Zusammenfassung der Kapitel
1 Einleitung: Die Einleitung beleuchtet die Allgegenwärtigkeit von Schwarzarbeit in den Medien und der Wirtschaft und stellt das Ziel der Arbeit vor, eine exakte Definition zu erarbeiten.
2 Definition: Dieses Kapitel stellt verschiedene Ansätze zur Definition von Schwarzarbeit vor, von der strikten gesetzlichen Auslegung bis hin zum allgemeinen Sprachgebrauch.
3 Bewertung der Definitionen: Hier werden die vorgestellten Definitionen anhand definierter Kriterien bewertet und durch ein Fallbeispiel auf ihre Alltagstauglichkeit geprüft.
4 Eigene, ausgearbeitete Definition: Der Autor führt eine eigene Definition ein, die den Kern von Schwarzarbeit ohne komplexe Paragraphenverweise zusammenfasst.
5 Fazit: Das Fazit resümiert, dass eine gute Definition auf unnötige Querverweise verzichten sollte, und prognostiziert, dass Schwarzarbeit aufgrund sozioökonomischer Faktoren weiterhin ein aktuelles Problem bleiben wird.
Schlüsselwörter
Schwarzarbeit, Gesetz zur Bekämpfung der Schwarzarbeit, Sozialversicherungsbeiträge, Steuerhinterziehung, illegale Beschäftigung, Definition, Rechtsbruch, Arbeitsverhältnis, Sozialleistungen, ökonomische Auswirkungen, Lohnnebenkosten, Rechtswissenschaft, Arbeitsrecht, Wirtschaftsrecht.
Häufig gestellte Fragen
Worum geht es in dieser Arbeit grundsätzlich?
Die Arbeit beschäftigt sich mit der Definition und Abgrenzung des Begriffs Schwarzarbeit aus historischer und sozialwissenschaftlicher Perspektive unter Berücksichtigung juristischer Grundlagen.
Was sind die zentralen Themenfelder?
Die zentralen Themen sind die Analyse gesetzlicher Definitionen, die Kritik an juristischen Auslegungen und die Betrachtung der ökonomischen Konsequenzen von Schwarzarbeit.
Was ist das primäre Ziel der Forschungsarbeit?
Das Ziel ist es, den Begriff Schwarzarbeit präzise zu fassen und eine eigene Definition zu erarbeiten, die verständlicher ist als die komplexen juristischen Formulierungen.
Welche wissenschaftliche Methode wird verwendet?
Der Autor nutzt eine literaturbasierte Analyse juristischer Gesetzestexte sowie eine Fallstudie, um die Defizite bestehender Definitionen aufzuzeigen.
Was wird im Hauptteil der Arbeit behandelt?
Der Hauptteil gliedert sich in die Vorstellung unterschiedlicher Definitionsansätze, deren kritische Bewertung anhand ausgewählter Kriterien und eine praktische Anwendung durch das Beispiel der „XXX GmbH“.
Welche Schlüsselwörter charakterisieren die Arbeit?

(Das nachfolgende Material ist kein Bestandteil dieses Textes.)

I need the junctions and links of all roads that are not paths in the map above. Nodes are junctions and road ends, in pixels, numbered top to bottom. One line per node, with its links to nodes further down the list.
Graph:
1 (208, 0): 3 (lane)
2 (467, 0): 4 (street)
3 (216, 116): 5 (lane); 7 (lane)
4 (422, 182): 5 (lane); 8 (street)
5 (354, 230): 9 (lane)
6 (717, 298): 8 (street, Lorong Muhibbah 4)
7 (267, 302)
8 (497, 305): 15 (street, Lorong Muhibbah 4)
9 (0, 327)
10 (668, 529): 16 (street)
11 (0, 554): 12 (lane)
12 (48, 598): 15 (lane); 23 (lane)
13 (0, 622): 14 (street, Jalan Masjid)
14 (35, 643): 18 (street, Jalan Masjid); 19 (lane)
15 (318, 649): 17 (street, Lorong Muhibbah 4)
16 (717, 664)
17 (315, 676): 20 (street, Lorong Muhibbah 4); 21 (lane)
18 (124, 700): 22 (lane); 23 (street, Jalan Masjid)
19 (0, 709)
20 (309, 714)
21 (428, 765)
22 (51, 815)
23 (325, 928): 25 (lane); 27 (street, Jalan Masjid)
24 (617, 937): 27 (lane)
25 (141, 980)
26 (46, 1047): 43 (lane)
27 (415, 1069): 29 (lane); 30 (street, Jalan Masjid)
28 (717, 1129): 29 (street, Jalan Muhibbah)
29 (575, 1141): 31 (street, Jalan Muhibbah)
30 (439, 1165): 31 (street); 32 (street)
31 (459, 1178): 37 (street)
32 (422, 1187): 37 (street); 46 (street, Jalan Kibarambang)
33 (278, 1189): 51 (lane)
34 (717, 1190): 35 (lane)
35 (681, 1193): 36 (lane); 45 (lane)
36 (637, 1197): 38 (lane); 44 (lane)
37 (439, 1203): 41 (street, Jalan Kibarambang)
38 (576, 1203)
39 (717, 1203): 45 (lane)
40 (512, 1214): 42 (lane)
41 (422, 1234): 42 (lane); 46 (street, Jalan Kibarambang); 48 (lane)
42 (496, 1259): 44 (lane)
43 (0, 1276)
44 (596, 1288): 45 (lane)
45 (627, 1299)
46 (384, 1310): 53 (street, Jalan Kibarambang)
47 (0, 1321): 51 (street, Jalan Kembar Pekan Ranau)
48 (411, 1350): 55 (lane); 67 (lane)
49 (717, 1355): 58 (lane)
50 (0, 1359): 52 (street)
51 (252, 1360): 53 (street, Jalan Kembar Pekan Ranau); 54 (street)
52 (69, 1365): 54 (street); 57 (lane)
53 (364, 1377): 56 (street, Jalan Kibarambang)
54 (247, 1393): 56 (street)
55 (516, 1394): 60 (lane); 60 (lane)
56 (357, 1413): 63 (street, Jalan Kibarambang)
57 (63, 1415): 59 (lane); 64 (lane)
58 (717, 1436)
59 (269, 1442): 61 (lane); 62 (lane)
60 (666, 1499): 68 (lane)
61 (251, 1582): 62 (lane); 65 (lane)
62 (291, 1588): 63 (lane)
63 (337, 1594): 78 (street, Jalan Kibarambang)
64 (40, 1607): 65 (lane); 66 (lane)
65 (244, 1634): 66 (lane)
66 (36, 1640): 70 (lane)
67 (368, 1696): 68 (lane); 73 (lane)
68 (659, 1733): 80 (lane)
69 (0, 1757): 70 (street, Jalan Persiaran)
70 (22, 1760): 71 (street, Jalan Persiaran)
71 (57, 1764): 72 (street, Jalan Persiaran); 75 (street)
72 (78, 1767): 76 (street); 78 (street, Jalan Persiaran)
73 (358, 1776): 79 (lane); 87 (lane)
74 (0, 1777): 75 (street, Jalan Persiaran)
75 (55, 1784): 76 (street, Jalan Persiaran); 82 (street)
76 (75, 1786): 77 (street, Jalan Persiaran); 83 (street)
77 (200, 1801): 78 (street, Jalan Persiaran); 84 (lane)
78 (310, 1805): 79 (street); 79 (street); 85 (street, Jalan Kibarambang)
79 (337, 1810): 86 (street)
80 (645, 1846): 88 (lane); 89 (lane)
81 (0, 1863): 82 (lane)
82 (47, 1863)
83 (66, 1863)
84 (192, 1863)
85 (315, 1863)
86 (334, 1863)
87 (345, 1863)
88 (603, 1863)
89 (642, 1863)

Kernbegriffe sind Schwarzarbeit, illegale Beschäftigung, Sozialversicherungsbeiträge, Steuerhinterziehung und Gesetzesgrundlagen.
Warum wird das Beispiel der „XXX GmbH“ angeführt?
Das Fallbeispiel illustriert die Problematik, dass Arbeitgeber Sozialversicherungsbeiträge hinterziehen, was nach der alten Gesetzeslage juristisch schwer als klassische Schwarzarbeit zu erfassen war.
Wie unterscheidet sich die neue Definition des Autors von der gesetzlichen?
Die eigene Definition verzichtet auf komplexe Paragraphenverweise und Ausnahmeregelungen, um den Kern des Sachverhalts für die Allgemeinheit verständlicher zu machen.